定年退職後の賃金

(北仲ノットからの展望、by T.M)

梅雨が明けました。皆様、これからが夏本番です。

改めまして、暑中お見舞い申しあげます。

7/20 毎日新聞

名古屋自動車学校(名古屋市)の元職員2人が、定年退職後の再雇用で賃金を大幅に減らされたのは不当だとして、定年前の賃金との差額を支払うよう求めた訴訟の上告審判決で、最高裁第1小法廷(山口厚裁判長)は20日、同じ業務内容で基本給が定年時の6割を下回るのは違法だとして自動車学校に計約625万円の支払いを命じた2審・名古屋高裁判決(2022年3月)を破棄し、審理を高裁に差し戻した。

(略)

 1審・名古屋地裁判決(20年10月)は2人の賃金は「労働者の生活保障の観点から看過しがたい水準に達している」と指摘。同じ業務内容で基本給が定年退職時の6割を下回ることは、当時の労働契約法20条(現パートタイム・有期雇用労働法)が禁じる不合理な待遇格差に当たると判断した。
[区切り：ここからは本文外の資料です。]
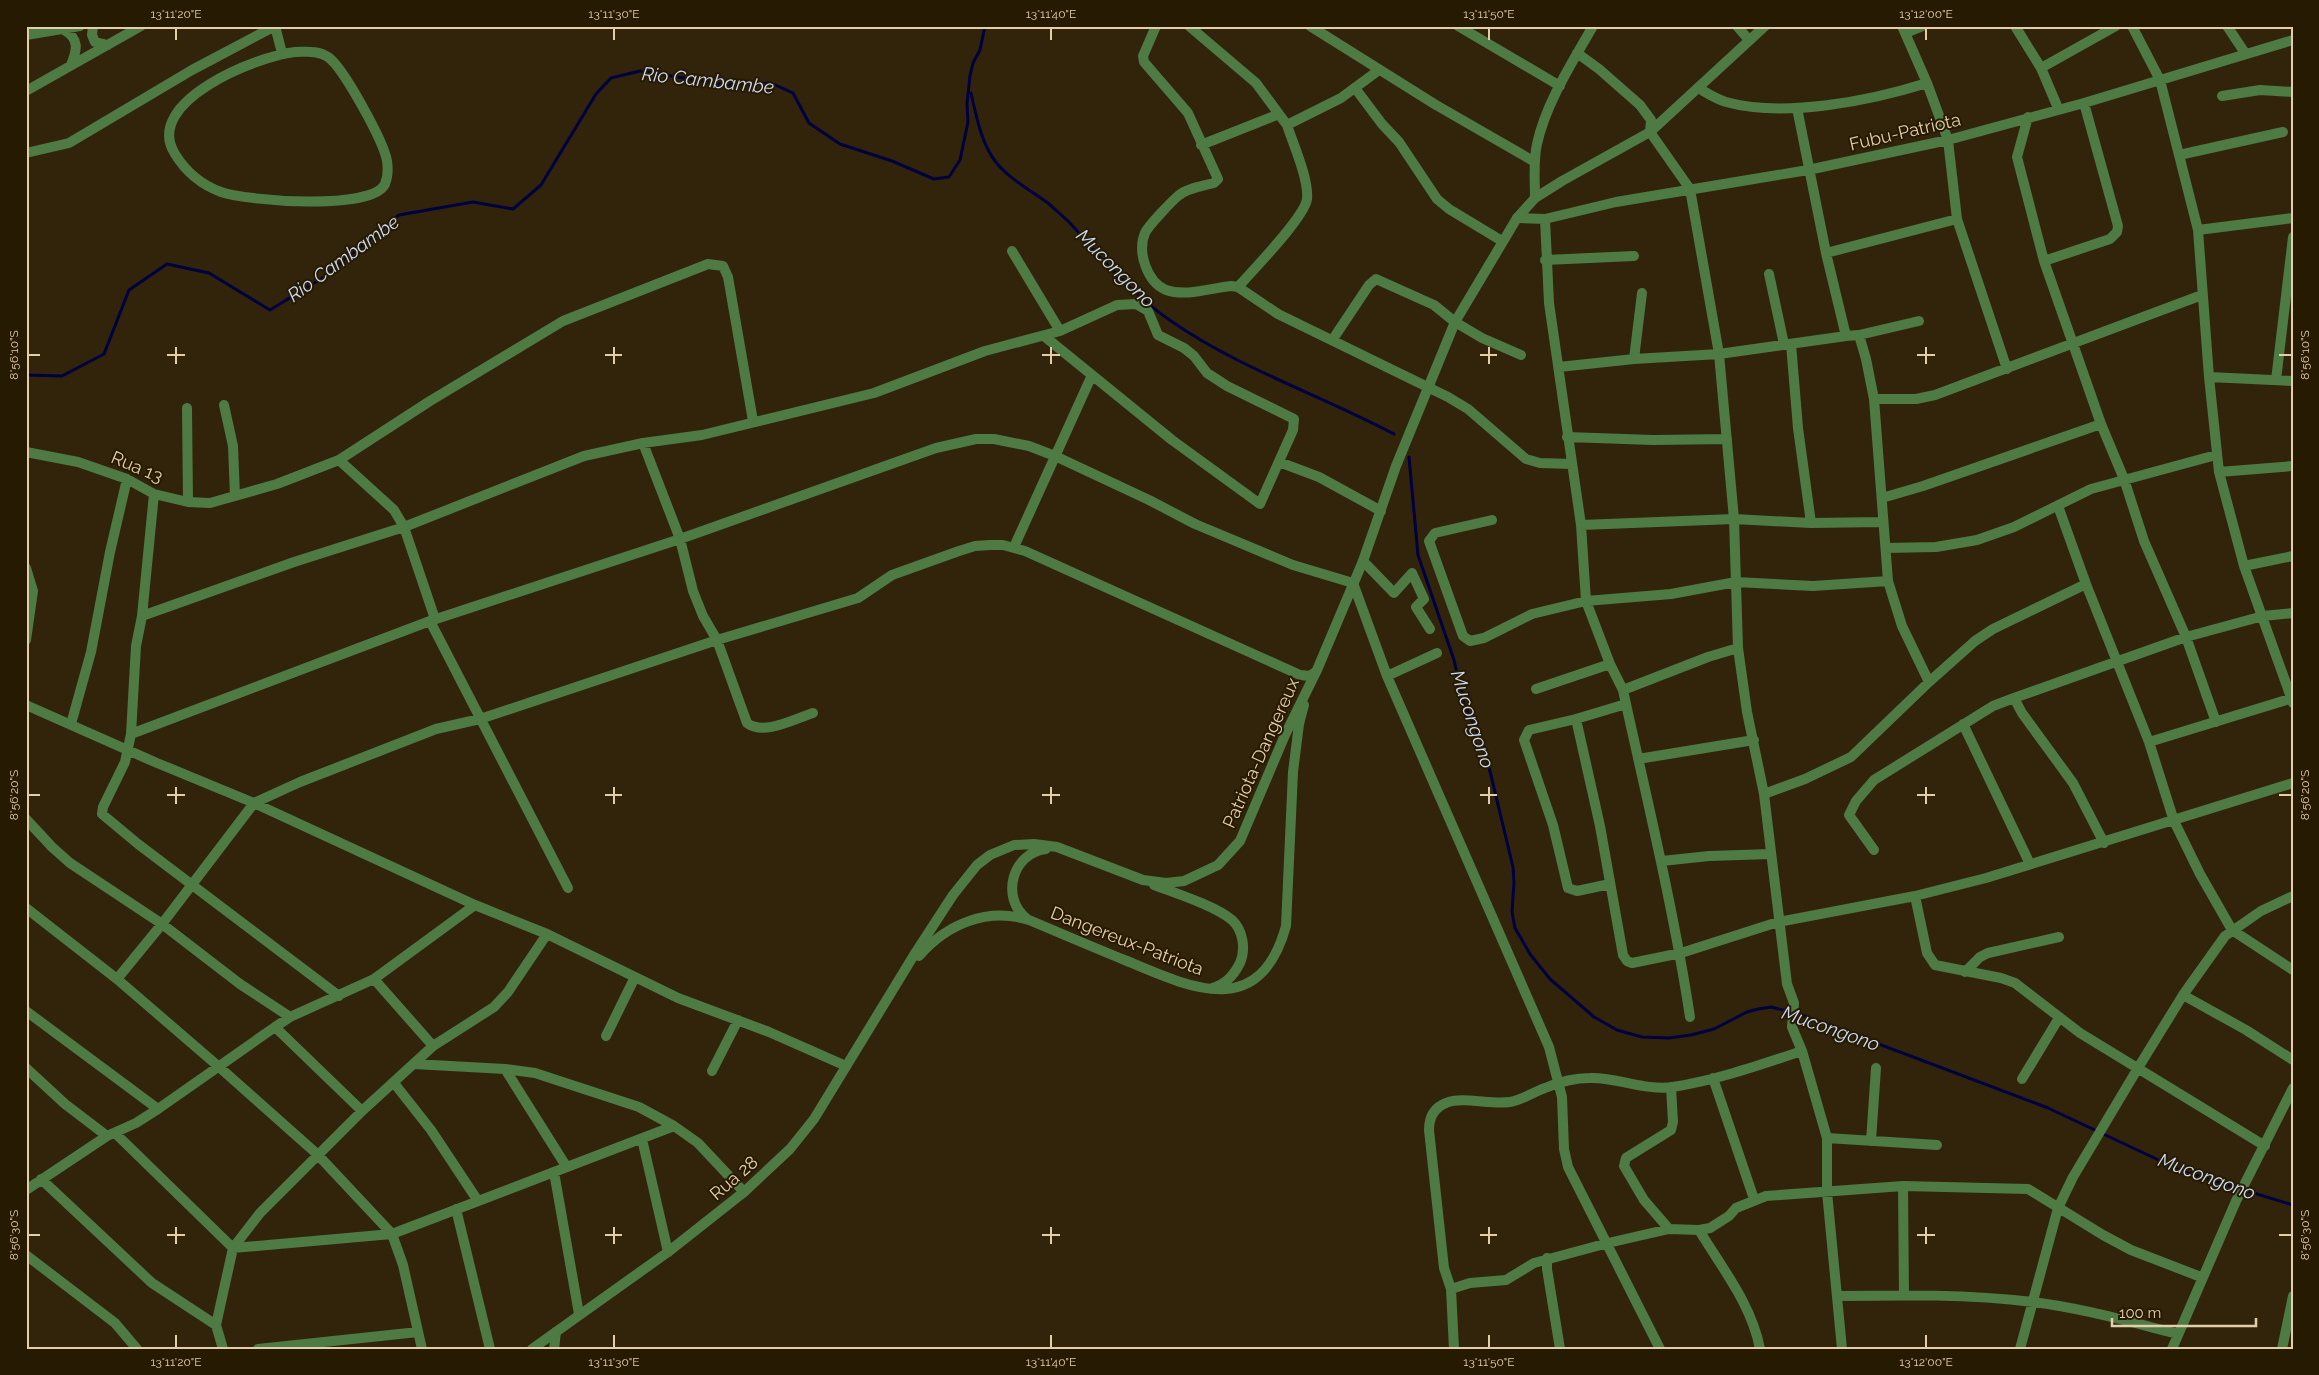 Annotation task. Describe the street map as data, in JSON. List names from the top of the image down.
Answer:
{
  "streets": {
    "street": [
      "Fubu-Patriota",
      "Rua 13",
      "Patriota-Dangereux",
      "Dangereux-Patriota",
      "Rua 28"
    ]
  },
  "crossings": [
    ["Patriota-Dangereux", "Dangereux-Patriota"],
    ["Patriota-Dangereux", "Rua 28"],
    ["Dangereux-Patriota", "Rua 28"]
  ],
  "water": ["Rio Cambambe", "Mucongono"],
  "scale_bar": "100 m",
  "coordinates": [
    "13°11'20\"E",
    "13°11'30\"E",
    "13°11'40\"E",
    "13°11'50\"E",
    "13°12'00\"E",
    "8°56'10\"S",
    "8°56'20\"S",
    "8°56'30\"S"
  ]
}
2審判決も1審を支持した。

 これに対し、自動車学校側は上告審で、2人は定年後の賃金減少分の一部について国が補助する「高年齢者雇用継続基本給付金」を受給していると指摘。不合理な待遇格差に当たるかは基本給だけでなく他の収入も含めて検討されるべきだと主張し、請求を棄却するよう求めていた。

難しい問題ですよね。原告の主張は次のとおり。

第一 定年退職前後に仕事に違いがないのに、賃金が下げられるのはおかしい

第二 「高年齢者雇用継続基本給付金」を企業が受給しているのに、賃金の下げ率が大きい

(注:今日はこの「第一」の主張についてのみ論じます)

この原告の主張に対し、1審・2審は次のように判断しました。

「労働者の生活保障の観点からも看過しがたい。正社員の6割を下回る部分は違法」

それに対し、最高裁は次のように判断し、審理を差し戻しました。

「基本給の性質や目的を踏まえて判断すべきだ。1審・2審は十分検討してなく、判決高裁差し戻す。」

ようするに、1審・2審の判断は

「原告の生活を考えて、定年退職後も仕事内容が変わらないなら退職前の60%を補償しろ」

ということです。それに対し最高裁は次のように差し戻したのです。

「“生活保障の観点”だけでなく、“基本給額が原告に相応しいのか”を検討しろ」

ということです。私は最高裁の判断は妥当だと思います。多分、次のような考えでしょう。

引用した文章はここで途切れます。